30/05/2013
El Hospital General Mateu Orfila mejora la sensibilidad de las pruebas prenatales para medir el riesgo del bebé de padecer el síndrome de Down
Además, la agilización del procedimiento en el Servicio de Ginecología y Obstetricia mejora la atención de las gestantes
El Hospital General Mateu Orfila es pionero en las Islas Baleares en la aplicación de este procedimiento, que se conoce con el nombre de “cribado secuencial” y que, según explica el jefe del Servicio de Ginecología y Obstetricia, Juan Carlos Hermoso, actualmente se utiliza en centros como el Hospital Clínic (Barcelona). Este cribado en el primer trimestre de la gestación se basa en marcadores bioquímicos que se obtienen a partir de una muestra de sangre y de marcadores ecográficos. Hasta ahora, tanto la extracción de sangre como la ecografía se hacían el mismo día en la consulta del especialista durante la duodécima semana de la gestación, pero no se disponía del informe sobre un posible riesgo de malformaciones cromosómicas hasta unos días después; en caso de que indicase un prevalencia superior a los parámetros que se consideran aceptables, era necesario citar nuevamente a la gestante para hacerle una prueba de diagnóstico (una biopsia corial o una amniocentesis) a fin de determinar con certeza el diagnóstico de síndrome de Down.

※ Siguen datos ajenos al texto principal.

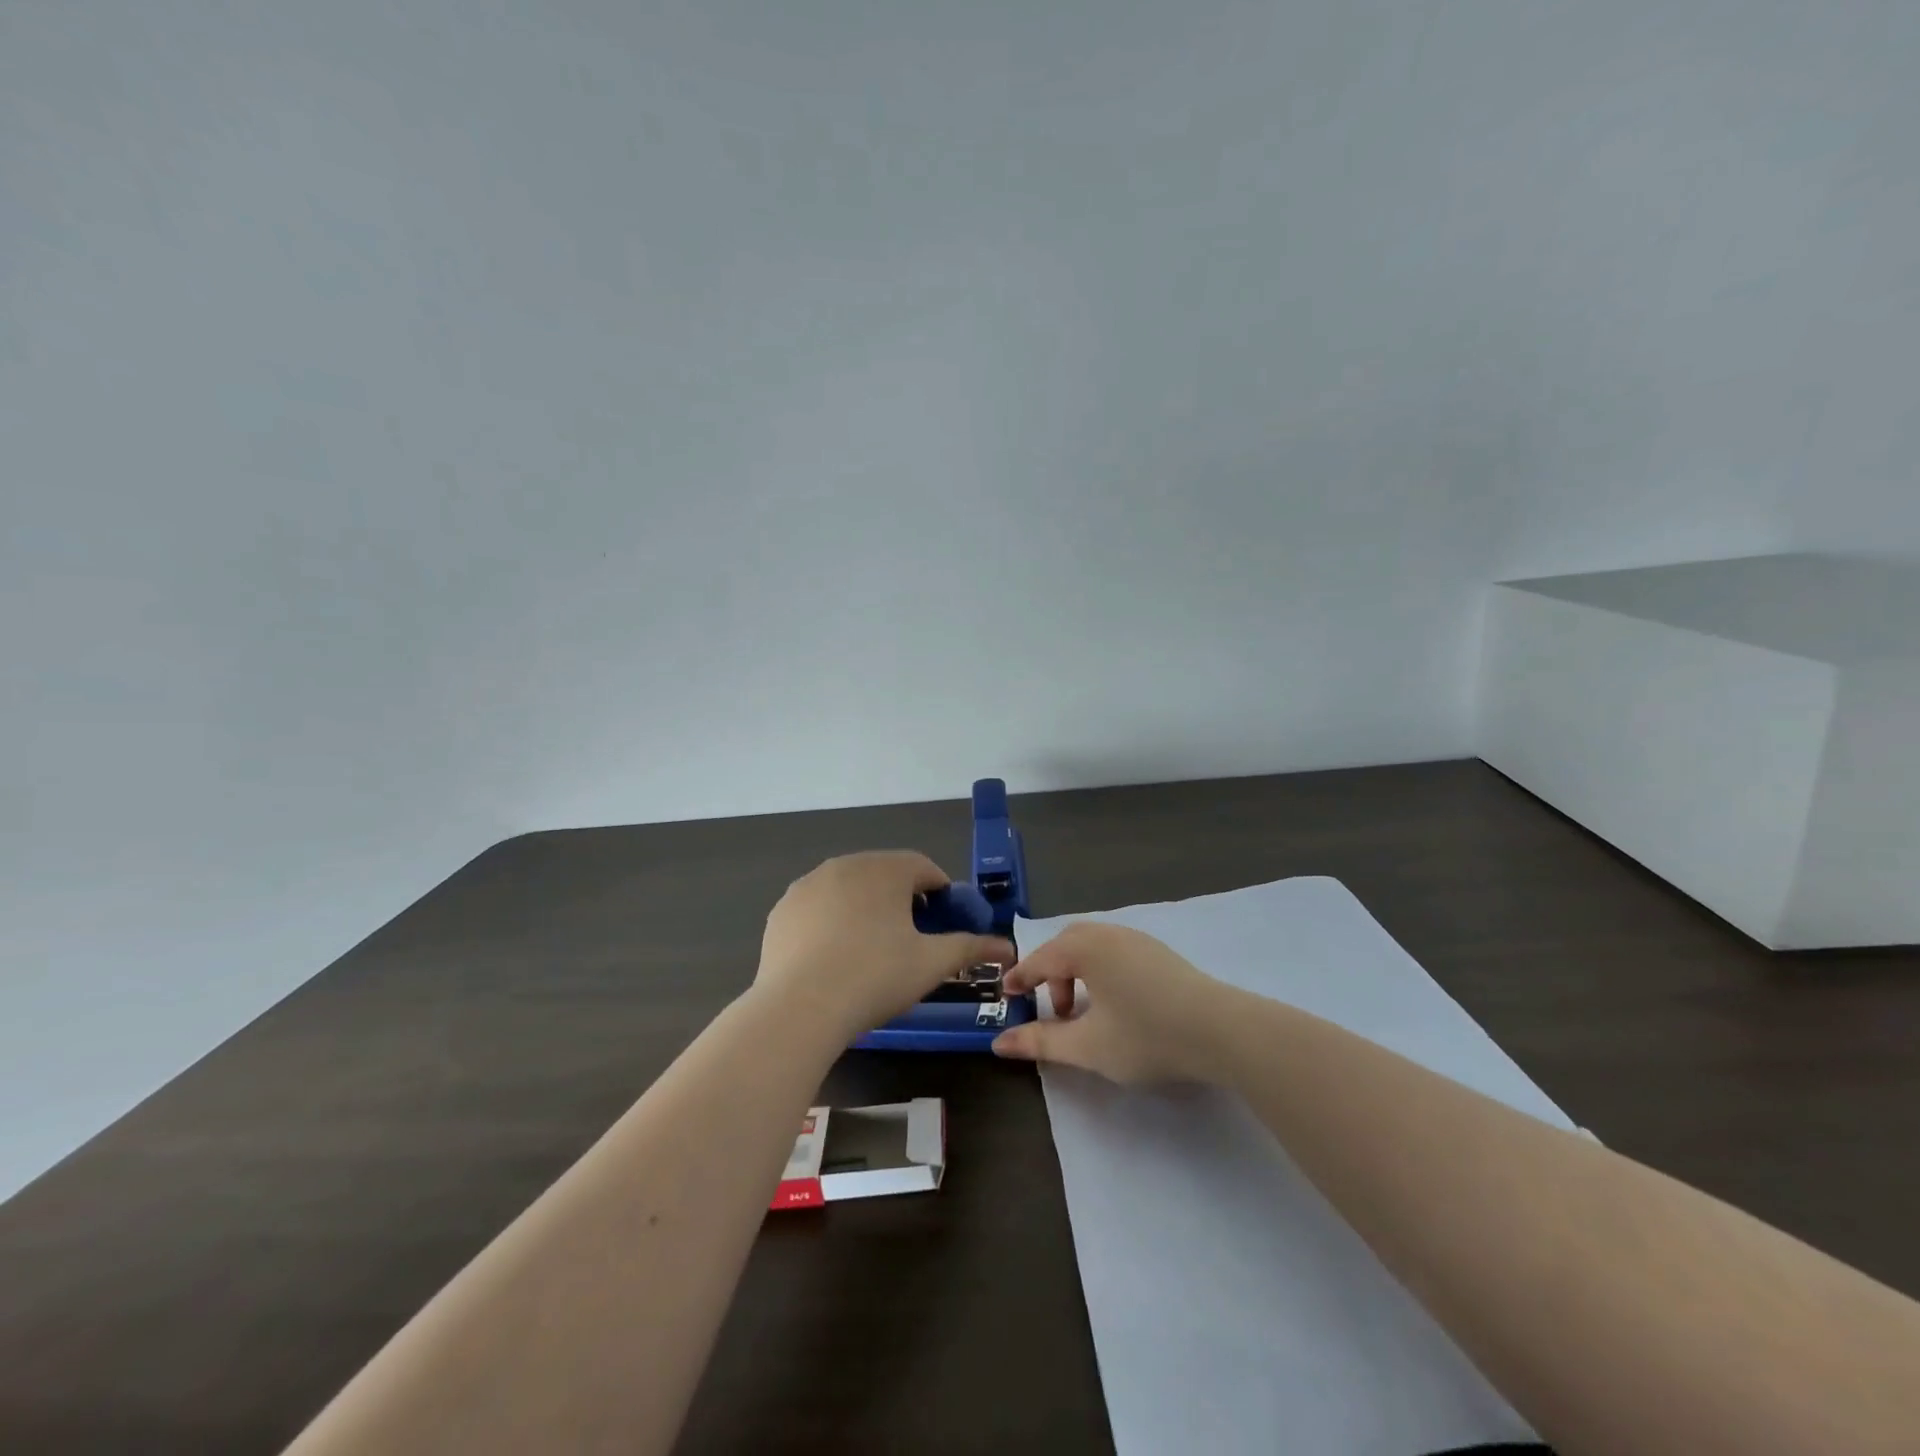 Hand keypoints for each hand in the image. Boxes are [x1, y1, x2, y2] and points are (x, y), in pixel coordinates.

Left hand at [755, 851, 1015, 1041]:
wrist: (799, 1009)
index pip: (924, 868)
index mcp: (885, 869)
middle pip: (885, 875)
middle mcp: (845, 865)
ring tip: (870, 952)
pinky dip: (831, 923)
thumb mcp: (931, 963)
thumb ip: (970, 947)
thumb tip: (1007, 946)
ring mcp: (807, 885)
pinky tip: (833, 958)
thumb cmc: (875, 977)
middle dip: (902, 901)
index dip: (940, 894)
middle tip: (910, 941)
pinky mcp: (782, 910)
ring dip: (866, 909)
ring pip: (849, 890)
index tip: (943, 924)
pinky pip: (818, 908)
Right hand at [990, 922, 1223, 1082]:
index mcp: (1086, 949)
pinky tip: (1115, 1003)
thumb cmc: (1147, 1036)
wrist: (1222, 1031)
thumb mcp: (1088, 1047)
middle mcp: (1109, 934)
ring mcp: (1138, 940)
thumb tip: (999, 1042)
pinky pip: (1114, 950)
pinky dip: (1100, 969)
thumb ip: (1041, 1042)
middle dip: (1051, 973)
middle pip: (1066, 944)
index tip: (1007, 996)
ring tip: (1084, 1012)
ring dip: (1077, 972)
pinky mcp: (1160, 953)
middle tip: (1052, 1009)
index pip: (1041, 959)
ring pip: (1093, 945)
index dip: (1021, 978) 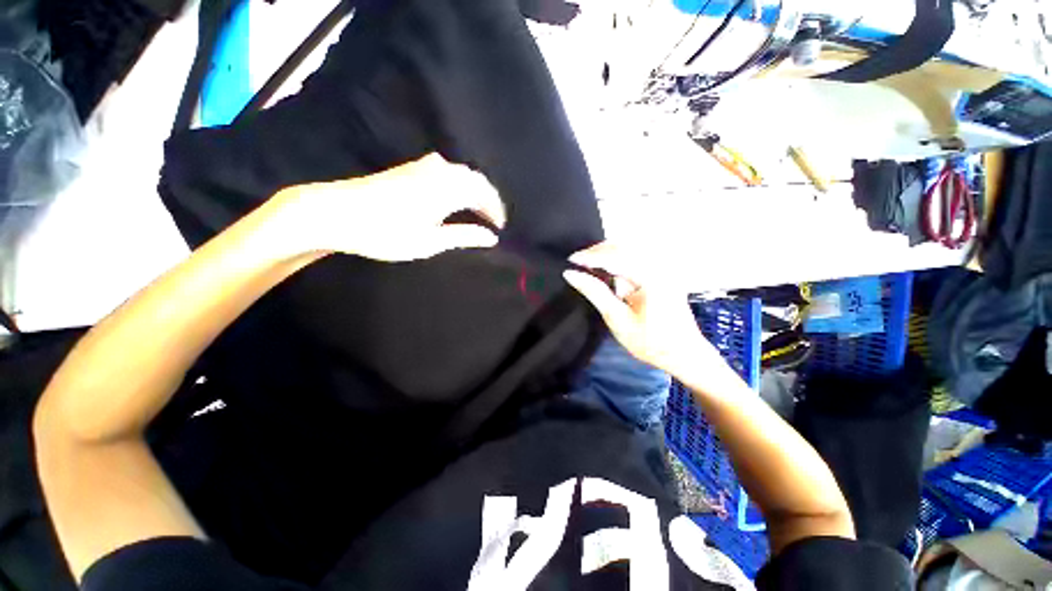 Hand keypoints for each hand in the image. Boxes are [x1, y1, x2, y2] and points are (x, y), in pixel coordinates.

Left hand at [272, 155, 504, 261]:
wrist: (337, 213)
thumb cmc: (387, 232)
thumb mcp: (430, 241)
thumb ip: (464, 236)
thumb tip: (491, 238)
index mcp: (448, 188)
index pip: (483, 194)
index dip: (495, 210)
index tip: (500, 227)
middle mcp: (440, 171)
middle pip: (475, 179)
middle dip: (487, 199)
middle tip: (491, 220)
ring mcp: (423, 166)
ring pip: (460, 173)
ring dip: (473, 190)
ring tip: (476, 210)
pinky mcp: (410, 168)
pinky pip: (446, 171)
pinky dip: (458, 184)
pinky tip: (453, 196)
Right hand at [563, 242, 725, 378]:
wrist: (684, 353)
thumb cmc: (650, 341)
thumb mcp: (617, 319)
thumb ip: (594, 292)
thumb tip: (570, 274)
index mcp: (650, 277)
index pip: (615, 256)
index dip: (590, 256)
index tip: (570, 259)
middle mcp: (659, 266)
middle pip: (623, 246)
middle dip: (598, 252)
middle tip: (578, 263)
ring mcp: (663, 268)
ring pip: (630, 249)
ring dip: (607, 254)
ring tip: (589, 265)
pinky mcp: (663, 272)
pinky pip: (637, 257)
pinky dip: (618, 260)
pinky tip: (608, 270) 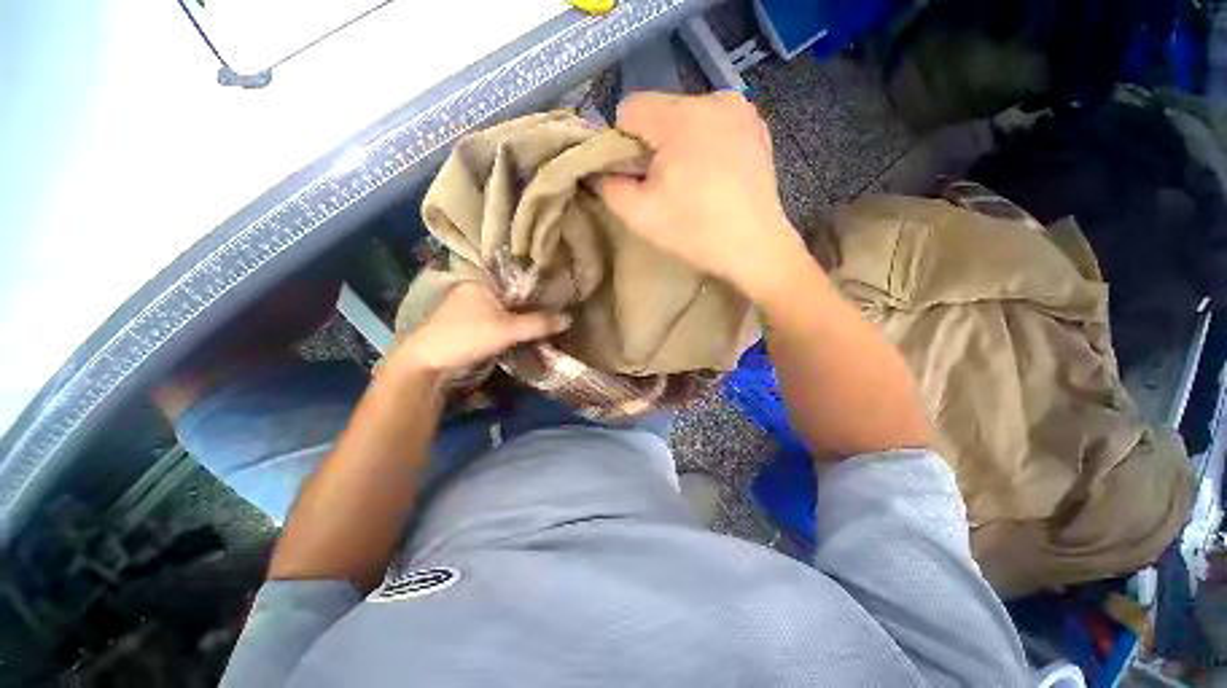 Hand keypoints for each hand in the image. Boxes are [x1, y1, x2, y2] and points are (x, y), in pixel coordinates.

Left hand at [390, 282, 569, 374]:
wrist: (428, 363)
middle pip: (512, 297)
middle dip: (531, 306)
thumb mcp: (508, 330)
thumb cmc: (468, 336)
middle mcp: (474, 290)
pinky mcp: (468, 325)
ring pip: (504, 310)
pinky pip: (497, 321)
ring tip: (545, 323)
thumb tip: (568, 319)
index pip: (517, 280)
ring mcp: (469, 308)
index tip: (558, 297)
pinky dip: (510, 327)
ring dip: (521, 318)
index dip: (537, 289)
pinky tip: (525, 332)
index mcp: (481, 281)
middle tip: (554, 313)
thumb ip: (538, 324)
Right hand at [596, 92, 810, 300]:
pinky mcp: (757, 126)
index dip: (622, 143)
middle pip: (659, 111)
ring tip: (689, 182)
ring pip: (686, 117)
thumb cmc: (695, 231)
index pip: (629, 110)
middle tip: (662, 184)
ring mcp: (741, 110)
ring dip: (677, 143)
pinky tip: (712, 175)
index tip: (634, 176)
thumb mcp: (639, 215)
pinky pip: (714, 124)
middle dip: (651, 144)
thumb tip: (596, 169)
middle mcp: (714, 99)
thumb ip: (607, 186)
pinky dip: (704, 143)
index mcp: (682, 116)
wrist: (755, 248) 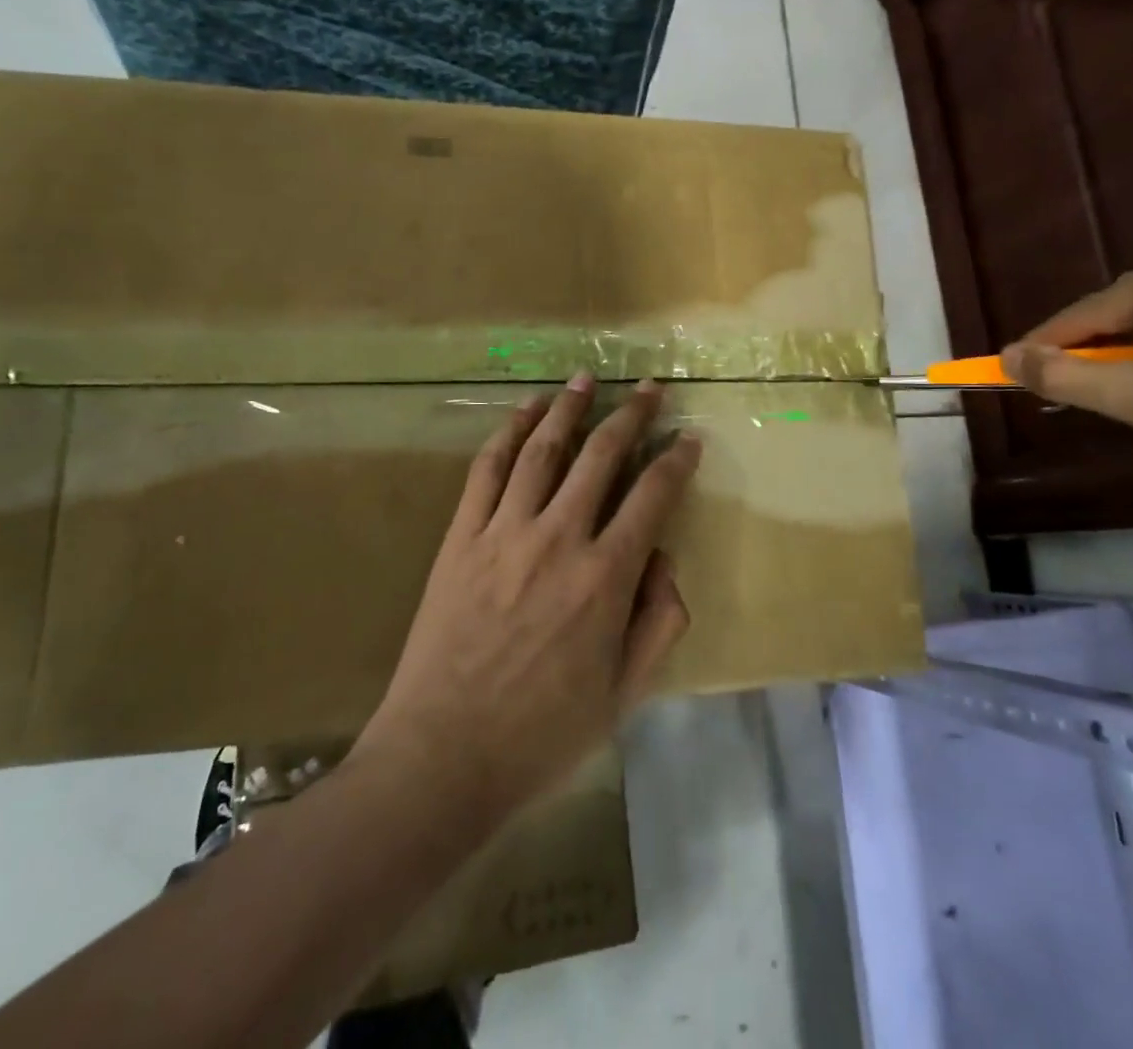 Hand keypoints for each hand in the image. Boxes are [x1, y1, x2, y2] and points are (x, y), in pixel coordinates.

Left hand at [355, 374, 699, 822]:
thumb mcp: (624, 693)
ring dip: (569, 406)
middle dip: (631, 414)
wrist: (443, 755)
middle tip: (648, 388)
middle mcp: (559, 537)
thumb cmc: (543, 734)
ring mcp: (505, 531)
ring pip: (544, 448)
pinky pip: (488, 469)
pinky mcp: (462, 535)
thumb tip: (664, 560)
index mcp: (605, 577)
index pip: (653, 496)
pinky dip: (509, 432)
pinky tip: (525, 410)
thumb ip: (659, 622)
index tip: (689, 437)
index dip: (676, 460)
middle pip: (602, 454)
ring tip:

El cambio ha consistido a avanzar la extracción de sangre a la décima semana de la gestación, cuando la sensibilidad y la fiabilidad de las pruebas son más grandes. En este caso, la analítica se hace en el mismo centro de salud a petición de la comadrona; en cambio, la prueba ecogràfica se mantiene en la duodécima semana, puesto que el análisis radiológico es más efectiva en este momento de la gestación, lo cual evita diferir los resultados. Es decir, en la misma cita el ginecólogo ya dispone del informe del laboratorio sobre los indicadores que permiten evaluar la necesidad de hacer una amniocentesis, con lo cual se evita tener que extraer de nuevo una muestra de sangre y la ansiedad de la espera mengua, puesto que se obtiene el resultado al momento.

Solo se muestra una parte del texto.